------ INPUT RECORDS

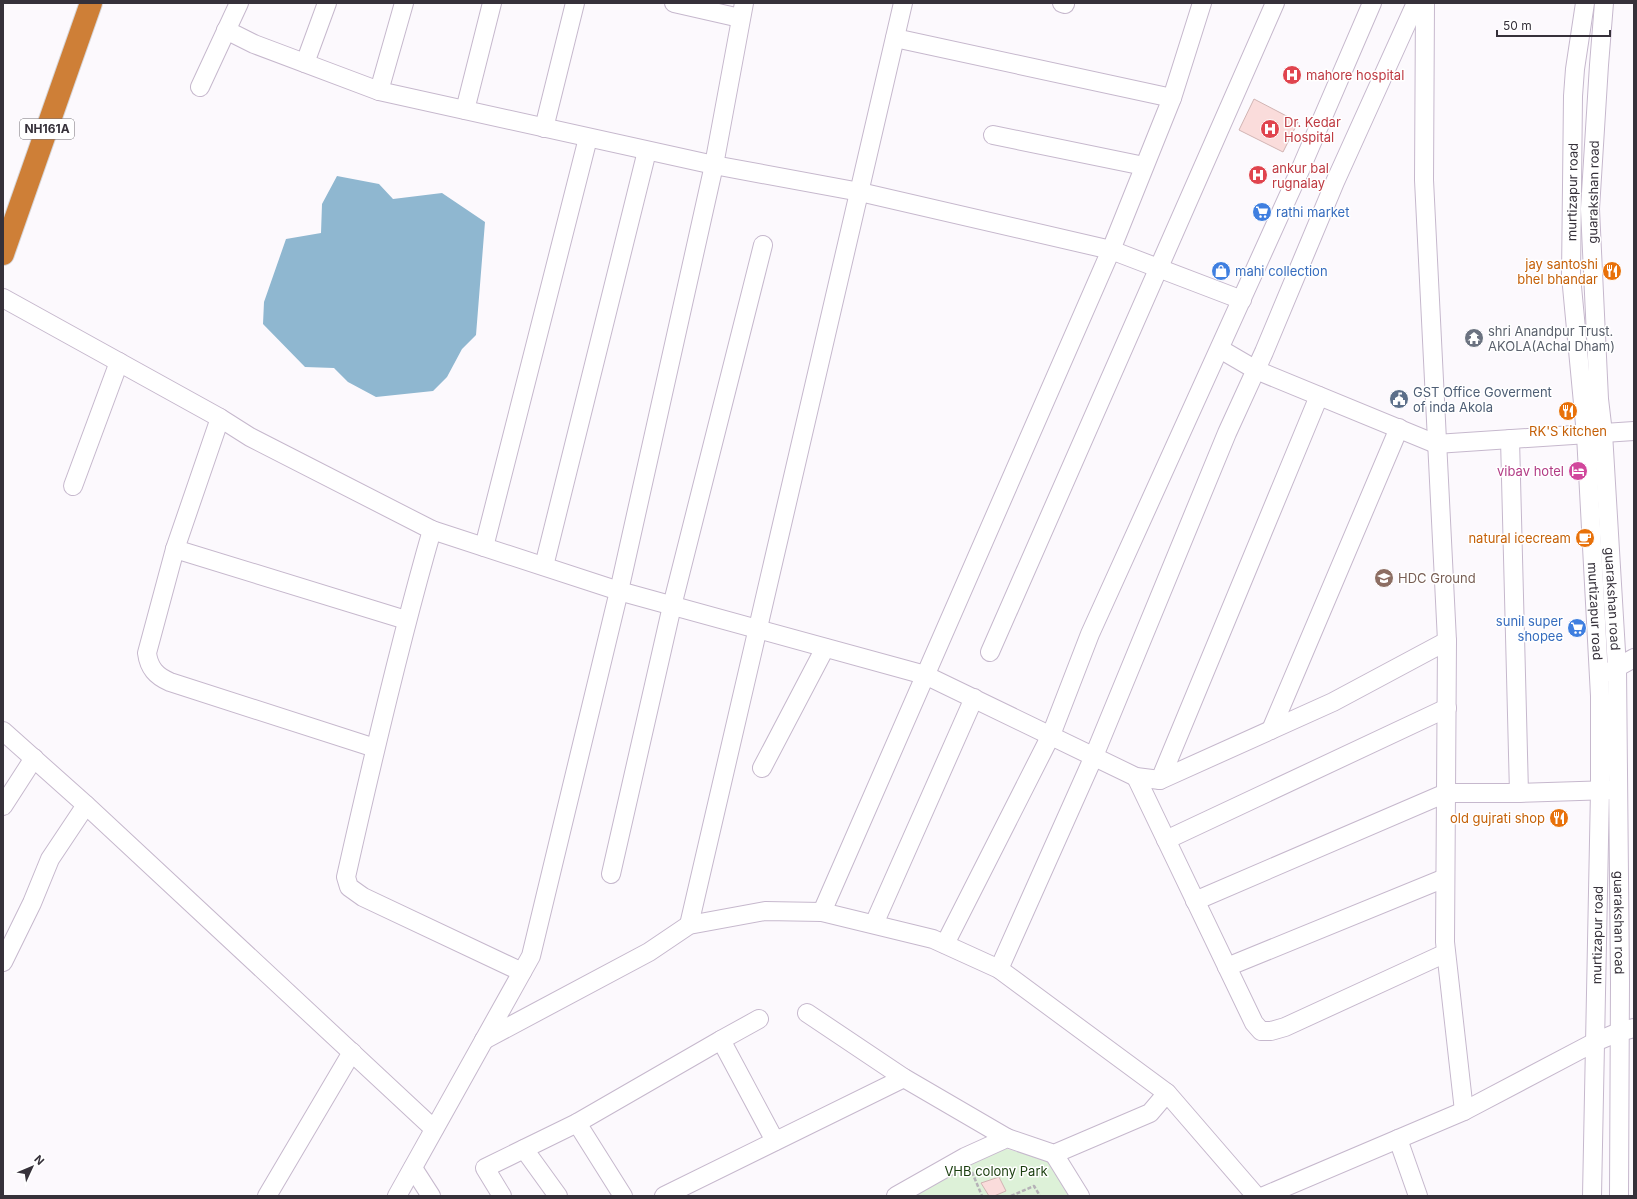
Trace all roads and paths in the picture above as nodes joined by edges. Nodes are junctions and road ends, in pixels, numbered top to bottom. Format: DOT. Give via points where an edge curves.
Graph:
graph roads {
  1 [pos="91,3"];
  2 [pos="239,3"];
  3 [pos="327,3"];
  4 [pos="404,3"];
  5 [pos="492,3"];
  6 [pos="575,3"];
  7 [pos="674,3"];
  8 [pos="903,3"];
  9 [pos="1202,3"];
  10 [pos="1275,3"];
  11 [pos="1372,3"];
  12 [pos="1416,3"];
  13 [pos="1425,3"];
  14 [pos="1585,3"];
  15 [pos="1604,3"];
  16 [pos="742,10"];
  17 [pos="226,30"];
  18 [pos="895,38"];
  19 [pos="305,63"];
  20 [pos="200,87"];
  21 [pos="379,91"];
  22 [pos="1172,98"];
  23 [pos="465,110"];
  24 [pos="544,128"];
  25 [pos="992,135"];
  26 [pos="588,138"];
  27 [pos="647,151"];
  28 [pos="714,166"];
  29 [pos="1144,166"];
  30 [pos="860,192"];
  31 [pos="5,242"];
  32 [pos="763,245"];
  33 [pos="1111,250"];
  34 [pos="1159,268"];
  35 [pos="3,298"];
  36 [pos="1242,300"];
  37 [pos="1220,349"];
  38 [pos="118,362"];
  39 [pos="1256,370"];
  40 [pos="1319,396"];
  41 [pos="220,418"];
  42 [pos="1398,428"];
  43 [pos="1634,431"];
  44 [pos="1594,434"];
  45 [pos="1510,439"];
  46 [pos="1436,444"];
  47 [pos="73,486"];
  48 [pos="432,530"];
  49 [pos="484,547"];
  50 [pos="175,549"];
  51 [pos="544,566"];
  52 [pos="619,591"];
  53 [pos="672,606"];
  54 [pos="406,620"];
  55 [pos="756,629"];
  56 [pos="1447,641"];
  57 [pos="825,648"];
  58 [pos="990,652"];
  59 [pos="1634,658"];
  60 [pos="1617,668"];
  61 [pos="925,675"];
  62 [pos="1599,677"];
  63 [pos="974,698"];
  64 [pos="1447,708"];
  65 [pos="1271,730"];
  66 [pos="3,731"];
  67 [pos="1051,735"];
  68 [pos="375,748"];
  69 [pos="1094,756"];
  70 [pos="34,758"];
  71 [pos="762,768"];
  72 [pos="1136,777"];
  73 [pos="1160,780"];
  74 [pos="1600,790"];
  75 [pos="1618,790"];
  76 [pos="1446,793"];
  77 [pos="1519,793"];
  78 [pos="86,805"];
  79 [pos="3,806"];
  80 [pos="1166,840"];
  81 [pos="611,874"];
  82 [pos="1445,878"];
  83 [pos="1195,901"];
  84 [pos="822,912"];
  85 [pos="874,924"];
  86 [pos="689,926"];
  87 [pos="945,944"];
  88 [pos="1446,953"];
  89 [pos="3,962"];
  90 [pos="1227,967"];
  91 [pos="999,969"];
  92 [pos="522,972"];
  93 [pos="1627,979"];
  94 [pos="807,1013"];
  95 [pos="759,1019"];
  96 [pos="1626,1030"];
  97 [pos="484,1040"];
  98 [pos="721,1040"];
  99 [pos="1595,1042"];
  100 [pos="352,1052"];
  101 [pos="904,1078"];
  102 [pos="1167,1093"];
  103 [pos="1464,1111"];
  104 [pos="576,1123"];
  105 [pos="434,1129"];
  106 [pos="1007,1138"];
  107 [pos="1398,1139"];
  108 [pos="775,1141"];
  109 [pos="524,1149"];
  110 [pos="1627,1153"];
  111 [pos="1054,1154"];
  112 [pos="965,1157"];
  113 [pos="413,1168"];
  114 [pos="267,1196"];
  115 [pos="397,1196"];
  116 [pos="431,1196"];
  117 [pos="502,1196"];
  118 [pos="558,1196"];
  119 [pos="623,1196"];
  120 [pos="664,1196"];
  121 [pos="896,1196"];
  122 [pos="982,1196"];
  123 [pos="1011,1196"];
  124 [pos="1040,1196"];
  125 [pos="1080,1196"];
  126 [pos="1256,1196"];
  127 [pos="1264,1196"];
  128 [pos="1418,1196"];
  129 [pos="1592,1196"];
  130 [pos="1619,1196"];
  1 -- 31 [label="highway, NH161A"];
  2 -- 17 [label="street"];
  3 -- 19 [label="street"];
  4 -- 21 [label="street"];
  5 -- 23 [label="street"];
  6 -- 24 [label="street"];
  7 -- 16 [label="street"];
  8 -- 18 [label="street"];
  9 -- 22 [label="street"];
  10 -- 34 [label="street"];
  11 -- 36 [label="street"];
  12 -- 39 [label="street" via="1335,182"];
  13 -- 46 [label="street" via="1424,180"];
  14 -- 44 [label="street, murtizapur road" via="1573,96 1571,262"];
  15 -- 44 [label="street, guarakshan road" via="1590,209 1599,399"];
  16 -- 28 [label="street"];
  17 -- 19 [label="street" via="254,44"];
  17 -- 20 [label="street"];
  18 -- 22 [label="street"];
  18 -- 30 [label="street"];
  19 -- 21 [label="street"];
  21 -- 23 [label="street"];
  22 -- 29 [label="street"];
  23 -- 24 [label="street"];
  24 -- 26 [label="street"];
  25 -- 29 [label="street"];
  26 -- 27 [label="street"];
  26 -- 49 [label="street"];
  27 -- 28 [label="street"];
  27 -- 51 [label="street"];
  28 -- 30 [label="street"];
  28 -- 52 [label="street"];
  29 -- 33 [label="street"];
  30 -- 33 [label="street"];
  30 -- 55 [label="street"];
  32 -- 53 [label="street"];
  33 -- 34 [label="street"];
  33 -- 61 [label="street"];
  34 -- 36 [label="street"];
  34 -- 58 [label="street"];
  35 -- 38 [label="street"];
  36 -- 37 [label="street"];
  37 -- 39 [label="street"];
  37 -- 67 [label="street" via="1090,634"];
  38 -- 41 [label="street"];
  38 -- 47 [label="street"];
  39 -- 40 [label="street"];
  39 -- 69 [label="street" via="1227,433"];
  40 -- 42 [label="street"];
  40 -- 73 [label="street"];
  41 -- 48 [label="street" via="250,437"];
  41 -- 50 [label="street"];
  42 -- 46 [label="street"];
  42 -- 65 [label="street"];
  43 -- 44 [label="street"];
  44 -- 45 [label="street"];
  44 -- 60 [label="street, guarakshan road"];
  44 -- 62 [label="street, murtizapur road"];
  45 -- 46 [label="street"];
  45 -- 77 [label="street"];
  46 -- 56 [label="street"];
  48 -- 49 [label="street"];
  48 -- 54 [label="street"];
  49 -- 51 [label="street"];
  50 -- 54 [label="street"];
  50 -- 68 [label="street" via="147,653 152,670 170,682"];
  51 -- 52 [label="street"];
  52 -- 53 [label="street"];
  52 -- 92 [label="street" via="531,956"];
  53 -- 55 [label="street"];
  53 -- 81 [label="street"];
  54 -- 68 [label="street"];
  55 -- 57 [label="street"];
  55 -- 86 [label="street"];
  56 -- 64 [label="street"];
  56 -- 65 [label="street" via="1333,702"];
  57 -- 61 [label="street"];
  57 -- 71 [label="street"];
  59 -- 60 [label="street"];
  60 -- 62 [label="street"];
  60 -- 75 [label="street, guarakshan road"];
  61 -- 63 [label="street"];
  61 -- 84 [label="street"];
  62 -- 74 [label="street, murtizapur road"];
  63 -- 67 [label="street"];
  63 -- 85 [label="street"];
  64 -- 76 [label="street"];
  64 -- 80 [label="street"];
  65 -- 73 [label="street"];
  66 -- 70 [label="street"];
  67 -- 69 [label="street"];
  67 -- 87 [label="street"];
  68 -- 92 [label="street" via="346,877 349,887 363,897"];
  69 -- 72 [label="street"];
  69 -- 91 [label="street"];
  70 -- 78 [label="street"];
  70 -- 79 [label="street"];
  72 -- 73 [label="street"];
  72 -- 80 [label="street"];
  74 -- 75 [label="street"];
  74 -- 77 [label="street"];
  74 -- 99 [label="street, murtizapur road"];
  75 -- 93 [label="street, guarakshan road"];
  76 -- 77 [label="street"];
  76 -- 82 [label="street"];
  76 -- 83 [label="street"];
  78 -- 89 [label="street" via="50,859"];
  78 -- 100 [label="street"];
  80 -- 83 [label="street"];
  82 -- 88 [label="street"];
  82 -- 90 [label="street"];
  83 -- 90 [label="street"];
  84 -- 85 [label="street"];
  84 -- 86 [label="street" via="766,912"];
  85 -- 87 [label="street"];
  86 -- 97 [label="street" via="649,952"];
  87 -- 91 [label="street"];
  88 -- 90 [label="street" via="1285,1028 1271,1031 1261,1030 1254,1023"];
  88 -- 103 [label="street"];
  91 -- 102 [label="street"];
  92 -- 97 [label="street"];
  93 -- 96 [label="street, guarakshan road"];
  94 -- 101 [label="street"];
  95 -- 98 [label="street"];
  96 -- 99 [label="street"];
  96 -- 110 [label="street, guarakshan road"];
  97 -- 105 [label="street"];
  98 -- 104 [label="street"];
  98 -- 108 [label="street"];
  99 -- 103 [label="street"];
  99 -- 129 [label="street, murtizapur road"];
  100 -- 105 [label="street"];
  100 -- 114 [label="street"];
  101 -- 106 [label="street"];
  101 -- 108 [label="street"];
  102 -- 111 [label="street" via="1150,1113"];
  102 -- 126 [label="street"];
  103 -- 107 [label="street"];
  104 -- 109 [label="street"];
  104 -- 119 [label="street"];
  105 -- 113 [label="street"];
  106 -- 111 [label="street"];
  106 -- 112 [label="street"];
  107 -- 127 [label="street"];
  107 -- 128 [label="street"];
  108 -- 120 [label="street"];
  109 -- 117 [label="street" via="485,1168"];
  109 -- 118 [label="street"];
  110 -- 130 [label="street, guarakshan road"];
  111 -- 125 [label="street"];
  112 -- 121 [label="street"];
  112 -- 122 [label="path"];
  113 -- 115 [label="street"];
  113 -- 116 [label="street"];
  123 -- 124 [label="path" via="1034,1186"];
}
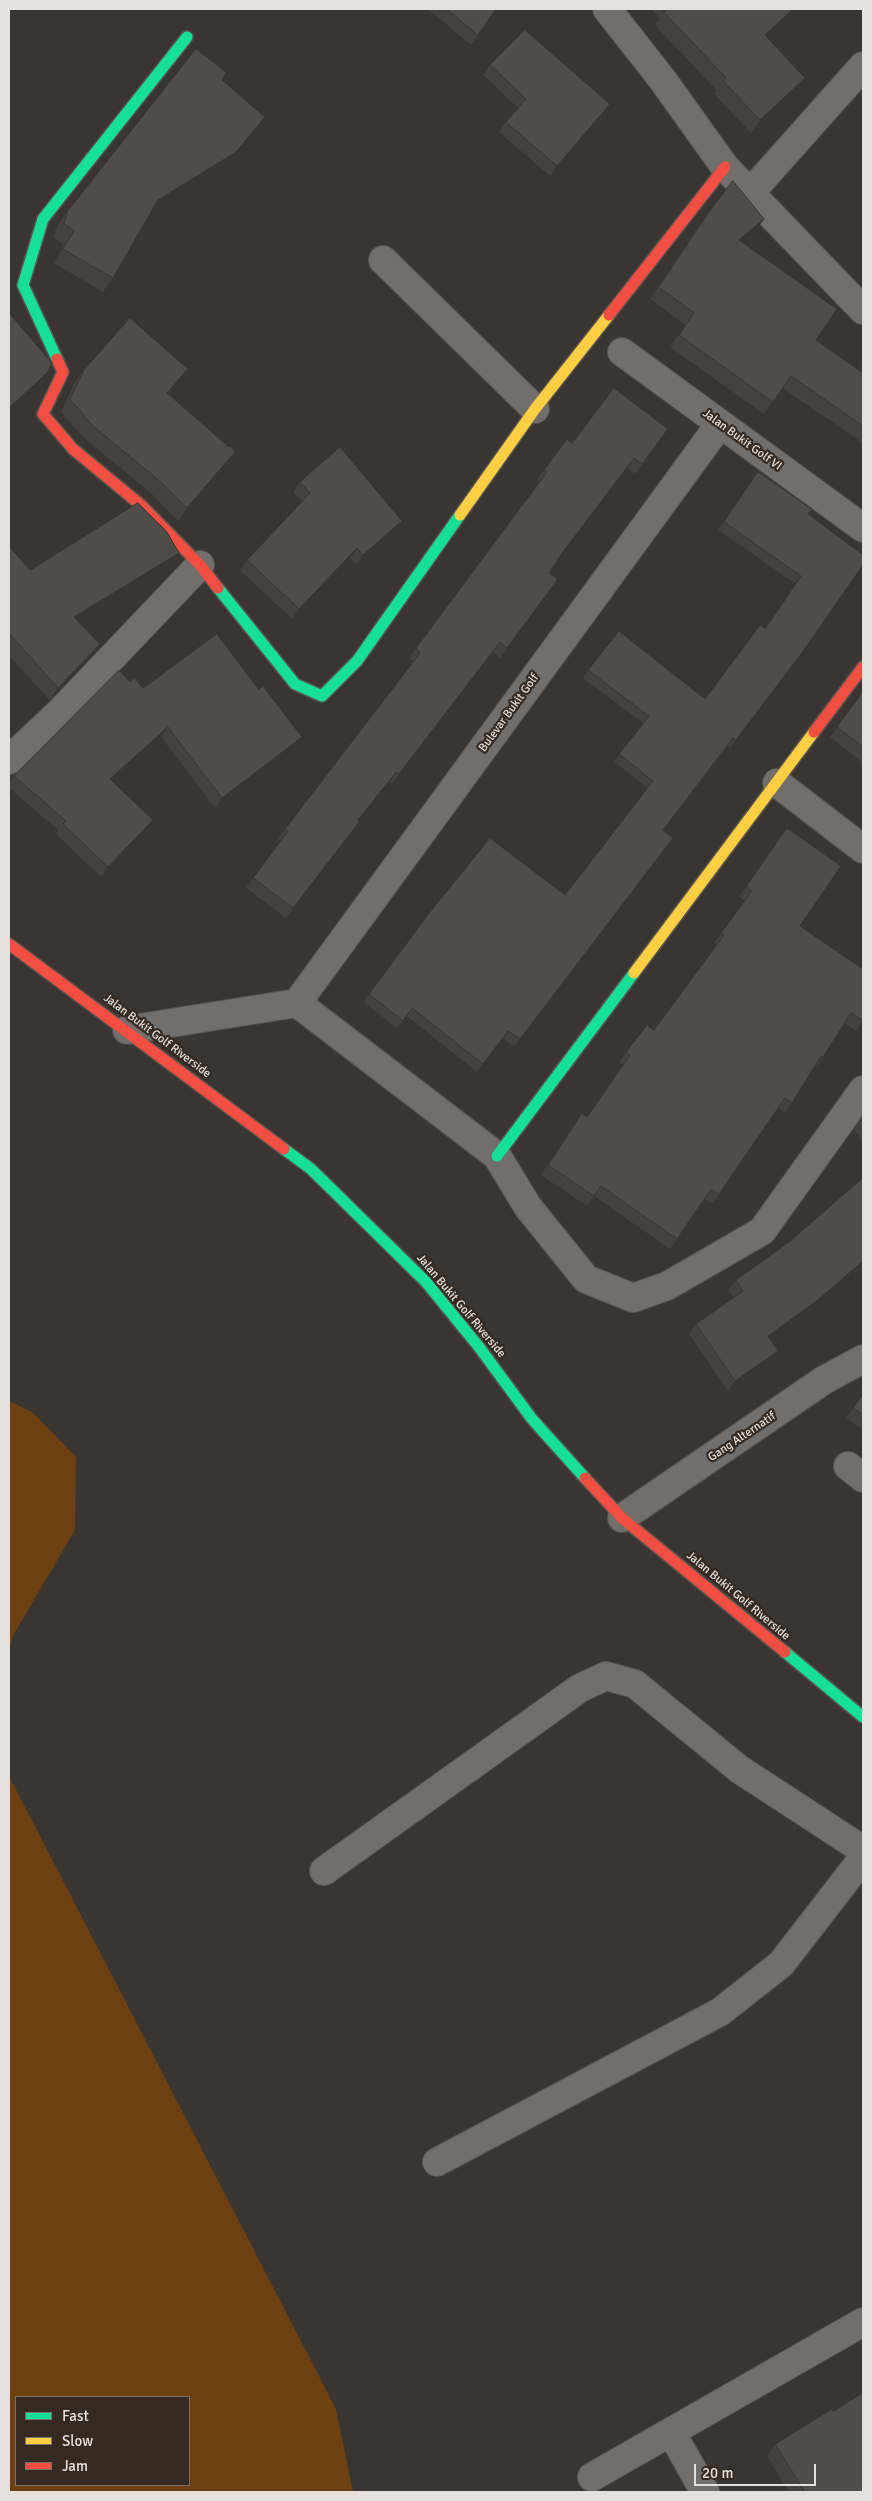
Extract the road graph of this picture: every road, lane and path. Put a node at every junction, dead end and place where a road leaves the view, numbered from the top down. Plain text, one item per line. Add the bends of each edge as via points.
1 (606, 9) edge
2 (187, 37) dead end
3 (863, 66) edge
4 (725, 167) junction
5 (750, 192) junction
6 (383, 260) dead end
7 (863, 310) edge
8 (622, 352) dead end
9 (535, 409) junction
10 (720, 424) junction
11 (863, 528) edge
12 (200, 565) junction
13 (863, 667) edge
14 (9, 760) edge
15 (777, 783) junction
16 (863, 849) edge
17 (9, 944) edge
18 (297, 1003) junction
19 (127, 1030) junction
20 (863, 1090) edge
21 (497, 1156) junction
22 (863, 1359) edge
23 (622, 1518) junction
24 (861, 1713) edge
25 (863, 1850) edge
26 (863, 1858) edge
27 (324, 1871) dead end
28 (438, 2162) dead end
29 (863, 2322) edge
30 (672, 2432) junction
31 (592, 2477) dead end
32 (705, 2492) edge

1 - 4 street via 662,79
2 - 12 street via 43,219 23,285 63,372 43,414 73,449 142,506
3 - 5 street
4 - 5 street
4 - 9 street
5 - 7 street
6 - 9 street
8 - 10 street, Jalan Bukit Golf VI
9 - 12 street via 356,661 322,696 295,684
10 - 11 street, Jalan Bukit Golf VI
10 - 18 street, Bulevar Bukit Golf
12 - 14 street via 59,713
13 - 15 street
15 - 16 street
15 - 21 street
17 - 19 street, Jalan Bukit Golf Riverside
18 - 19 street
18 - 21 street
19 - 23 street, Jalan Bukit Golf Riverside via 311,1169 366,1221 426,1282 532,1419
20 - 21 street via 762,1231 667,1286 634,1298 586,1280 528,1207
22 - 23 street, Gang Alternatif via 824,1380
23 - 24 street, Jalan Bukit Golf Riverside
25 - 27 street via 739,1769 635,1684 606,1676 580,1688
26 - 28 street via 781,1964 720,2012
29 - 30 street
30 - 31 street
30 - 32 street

------------

■ TASK INSTRUCTIONS
Return the lines beginning at the one that contains "Extract the road" and continuing through the last line of the data, exactly as they stand and without any others.

■ SOLUTION TO THIS TASK
Extract the road graph of this picture: every road, lane and path. Put a node at every junction, dead end and place where a road leaves the view, numbered from the top down. Plain text, one item per line. Add the bends of each edge as via points.
1 (606, 9) edge
2 (187, 37) dead end
3 (863, 66) edge
4 (725, 167) junction
5 (750, 192) junction
6 (383, 260) dead end
7 (863, 310) edge
8 (622, 352) dead end
9 (535, 409) junction
10 (720, 424) junction
11 (863, 528) edge
12 (200, 565) junction
13 (863, 667) edge
14 (9, 760) edge
15 (777, 783) junction
16 (863, 849) edge
17 (9, 944) edge
18 (297, 1003) junction
19 (127, 1030) junction
20 (863, 1090) edge
21 (497, 1156) junction
22 (863, 1359) edge
23 (622, 1518) junction
24 (861, 1713) edge
25 (863, 1850) edge
26 (863, 1858) edge
27 (324, 1871) dead end
28 (438, 2162) dead end
29 (863, 2322) edge
30 (672, 2432) junction
31 (592, 2477) dead end
32 (705, 2492) edge

1 - 4 street via 662,79
2 - 12 street via 43,219 23,285 63,372 43,414 73,449 142,506
3 - 5 street
4 - 5 street
4 - 9 street
5 - 7 street
6 - 9 street
8 - 10 street, Jalan Bukit Golf VI
9 - 12 street via 356,661 322,696 295,684
10 - 11 street, Jalan Bukit Golf VI
10 - 18 street, Bulevar Bukit Golf
12 - 14 street via 59,713
13 - 15 street
15 - 16 street
15 - 21 street
17 - 19 street, Jalan Bukit Golf Riverside
18 - 19 street
18 - 21 street
19 - 23 street, Jalan Bukit Golf Riverside via 311,1169 366,1221 426,1282 532,1419
20 - 21 street via 762,1231 667,1286 634,1298 586,1280 528,1207
22 - 23 street, Gang Alternatif via 824,1380
23 - 24 street, Jalan Bukit Golf Riverside
25 - 27 street via 739,1769 635,1684 606,1676 580,1688
26 - 28 street via 781,1964 720,2012
29 - 30 street
30 - 31 street
30 - 32 street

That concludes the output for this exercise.